3. **Reconnect semantics are simpler.** When the connection drops
   (NAT timeout, server restart, transient network glitch) the
   agent backs off and re-dials; the server marks the host
   offline after 90s and lets the alert engine raise a stale-host
   alert.

## Why SQLite?

SQLite covers the project's HA non-goal: there isn't one. A small
control plane managing twelve endpoints does not need replication
or a separate database tier. SQLite gives us:

- A single file to back up (plus the secret key).
- Hand-rolled migrations under `internal/store/migrations/` —
  no migration framework lock-in.
- `WAL` mode plus per-connection foreign-key enforcement.

The migrations file the entire schema; there's no ORM or
query-builder layer between Go code and SQL.

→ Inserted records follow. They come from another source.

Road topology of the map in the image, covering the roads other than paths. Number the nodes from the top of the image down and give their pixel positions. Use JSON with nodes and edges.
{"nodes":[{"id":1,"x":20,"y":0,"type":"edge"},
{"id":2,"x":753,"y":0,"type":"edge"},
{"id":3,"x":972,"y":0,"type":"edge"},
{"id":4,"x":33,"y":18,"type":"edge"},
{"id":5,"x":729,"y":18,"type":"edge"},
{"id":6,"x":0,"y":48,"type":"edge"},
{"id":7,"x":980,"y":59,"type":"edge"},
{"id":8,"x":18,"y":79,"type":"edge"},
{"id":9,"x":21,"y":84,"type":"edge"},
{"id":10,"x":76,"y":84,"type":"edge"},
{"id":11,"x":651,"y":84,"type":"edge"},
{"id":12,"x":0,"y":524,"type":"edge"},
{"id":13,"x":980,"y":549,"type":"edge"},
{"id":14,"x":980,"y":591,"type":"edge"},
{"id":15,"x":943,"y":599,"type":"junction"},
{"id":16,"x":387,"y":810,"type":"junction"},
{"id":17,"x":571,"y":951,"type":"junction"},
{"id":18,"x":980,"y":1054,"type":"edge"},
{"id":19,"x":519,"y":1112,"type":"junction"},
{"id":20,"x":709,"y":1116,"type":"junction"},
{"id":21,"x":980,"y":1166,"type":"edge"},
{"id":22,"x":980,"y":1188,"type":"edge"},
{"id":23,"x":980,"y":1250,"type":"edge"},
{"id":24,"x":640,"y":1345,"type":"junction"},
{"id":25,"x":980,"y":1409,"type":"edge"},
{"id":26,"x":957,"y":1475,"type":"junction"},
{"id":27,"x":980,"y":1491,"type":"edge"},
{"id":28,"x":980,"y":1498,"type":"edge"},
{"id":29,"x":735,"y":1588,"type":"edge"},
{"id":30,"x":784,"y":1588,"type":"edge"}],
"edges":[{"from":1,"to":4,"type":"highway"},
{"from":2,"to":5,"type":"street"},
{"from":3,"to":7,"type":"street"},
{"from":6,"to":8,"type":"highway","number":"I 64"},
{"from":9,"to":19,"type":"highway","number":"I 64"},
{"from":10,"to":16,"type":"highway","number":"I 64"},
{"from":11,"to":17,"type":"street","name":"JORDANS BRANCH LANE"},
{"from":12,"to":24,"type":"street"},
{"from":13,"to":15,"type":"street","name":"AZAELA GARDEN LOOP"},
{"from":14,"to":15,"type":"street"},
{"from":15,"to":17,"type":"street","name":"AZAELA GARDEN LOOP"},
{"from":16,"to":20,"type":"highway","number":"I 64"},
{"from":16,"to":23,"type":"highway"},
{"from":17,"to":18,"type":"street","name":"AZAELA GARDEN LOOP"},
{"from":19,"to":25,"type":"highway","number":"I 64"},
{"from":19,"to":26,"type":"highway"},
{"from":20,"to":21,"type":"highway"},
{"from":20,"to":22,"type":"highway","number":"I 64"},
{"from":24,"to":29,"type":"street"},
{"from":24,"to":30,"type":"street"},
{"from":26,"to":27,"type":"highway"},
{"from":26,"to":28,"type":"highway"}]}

## Why the agent runs `restic` itself, not via the server

The control plane never holds backup bytes in flight. That's
deliberate:

- A compromised control plane cannot exfiltrate snapshot
  contents in-band — at worst it can dispatch new backup or
  forget jobs (audit-logged) but the data path is between the
  agent and the repository.
- The same agent process can target whichever transport restic
  natively supports (rest-server, S3, B2, SFTP, local), no
  separate mux on the server side.

## Job lifecycle

```
            ┌──────────────────────┐
operator →  │ POST /hosts/{id}/    │
            │       run-backup     │
            └──────────┬───────────┘
                       │   1. INSERT INTO jobs (status='queued')
                       │   2. dispatch command.run over WS
                       ▼
            ┌──────────────────────┐
            │ Agent dispatches     │
            │ restic subprocess    │
            └──────────┬───────────┘
                       │
                       │   3. job.started   ───▶ store.MarkJobStarted
                       │   4. job.progress  ───▶ JobHub broadcast (live UI)
                       │   5. log.stream    ───▶ append to job_logs
                       │   6. job.finished  ───▶ store.MarkJobFinished
                       │                          + alert engine eval
                       │                          + (P6) metrics histogram
                       ▼
                  terminal: succeeded | failed | cancelled
```

Operators see live updates because the browser subscribes to
`/api/jobs/{id}/stream`, and the WS handler broadcasts each
agent-emitted envelope to all live subscribers in addition to
persisting it.

## What scheduling looks like

- The agent runs a local `robfig/cron/v3` instance.
- The server pushes the desired schedule set to the agent on
  hello + after every CRUD change.
- When the agent's cron fires, it sends `schedule.fire` to the
  server. The server creates a job row, sends `command.run` back,
  and the agent dispatches a normal backup.
- If the WS drops between fire and run, the server queues the
  schedule firing into `pending_runs` and drains on agent
  reconnect — no missed scheduled backups due to network blips.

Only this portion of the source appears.